Task objective = In the listing that follows, how many lines include the word "PARK"? Only the number is wanted.

Materials provided =
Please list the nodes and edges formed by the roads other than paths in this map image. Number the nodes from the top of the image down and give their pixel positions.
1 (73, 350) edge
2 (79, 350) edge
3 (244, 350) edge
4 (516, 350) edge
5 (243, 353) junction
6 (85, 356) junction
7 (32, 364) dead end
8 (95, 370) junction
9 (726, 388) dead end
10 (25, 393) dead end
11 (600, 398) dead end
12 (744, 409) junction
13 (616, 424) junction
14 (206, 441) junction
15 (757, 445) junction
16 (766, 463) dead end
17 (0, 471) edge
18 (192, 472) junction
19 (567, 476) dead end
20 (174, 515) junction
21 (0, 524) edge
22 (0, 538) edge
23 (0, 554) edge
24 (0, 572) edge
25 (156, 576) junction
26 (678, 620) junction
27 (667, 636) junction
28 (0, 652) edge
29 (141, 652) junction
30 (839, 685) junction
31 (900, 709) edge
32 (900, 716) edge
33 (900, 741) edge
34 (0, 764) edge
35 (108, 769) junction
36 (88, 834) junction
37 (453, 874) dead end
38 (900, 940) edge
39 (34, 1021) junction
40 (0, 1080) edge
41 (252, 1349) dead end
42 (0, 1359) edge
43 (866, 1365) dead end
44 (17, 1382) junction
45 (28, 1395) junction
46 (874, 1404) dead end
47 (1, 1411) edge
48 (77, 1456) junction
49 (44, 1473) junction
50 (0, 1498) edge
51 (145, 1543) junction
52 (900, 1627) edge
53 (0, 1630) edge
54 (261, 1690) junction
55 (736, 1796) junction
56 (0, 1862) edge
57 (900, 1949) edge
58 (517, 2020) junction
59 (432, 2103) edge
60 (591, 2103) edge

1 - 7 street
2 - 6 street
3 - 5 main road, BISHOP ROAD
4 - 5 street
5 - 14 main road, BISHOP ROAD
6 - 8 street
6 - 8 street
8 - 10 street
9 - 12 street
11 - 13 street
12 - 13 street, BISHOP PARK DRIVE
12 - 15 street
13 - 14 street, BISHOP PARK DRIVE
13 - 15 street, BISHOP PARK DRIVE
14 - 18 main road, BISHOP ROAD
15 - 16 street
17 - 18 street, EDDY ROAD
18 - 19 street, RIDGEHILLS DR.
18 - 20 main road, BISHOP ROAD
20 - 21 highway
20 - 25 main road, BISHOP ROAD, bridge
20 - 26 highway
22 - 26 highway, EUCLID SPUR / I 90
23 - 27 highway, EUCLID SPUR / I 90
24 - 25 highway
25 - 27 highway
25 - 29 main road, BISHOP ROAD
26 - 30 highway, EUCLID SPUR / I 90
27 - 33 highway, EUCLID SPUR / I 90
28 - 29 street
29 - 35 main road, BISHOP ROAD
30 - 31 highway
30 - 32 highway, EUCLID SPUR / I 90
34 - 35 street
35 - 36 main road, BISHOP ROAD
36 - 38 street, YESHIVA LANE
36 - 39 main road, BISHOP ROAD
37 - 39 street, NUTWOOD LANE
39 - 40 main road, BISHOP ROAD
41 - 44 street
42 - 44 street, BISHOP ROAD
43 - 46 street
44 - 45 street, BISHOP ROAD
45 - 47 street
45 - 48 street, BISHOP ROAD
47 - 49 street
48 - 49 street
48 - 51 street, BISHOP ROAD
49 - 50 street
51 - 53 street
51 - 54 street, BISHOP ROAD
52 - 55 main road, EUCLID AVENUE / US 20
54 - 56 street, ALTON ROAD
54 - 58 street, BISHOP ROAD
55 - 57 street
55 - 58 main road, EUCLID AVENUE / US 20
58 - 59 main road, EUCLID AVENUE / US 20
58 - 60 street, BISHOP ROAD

Output of the exercise = 3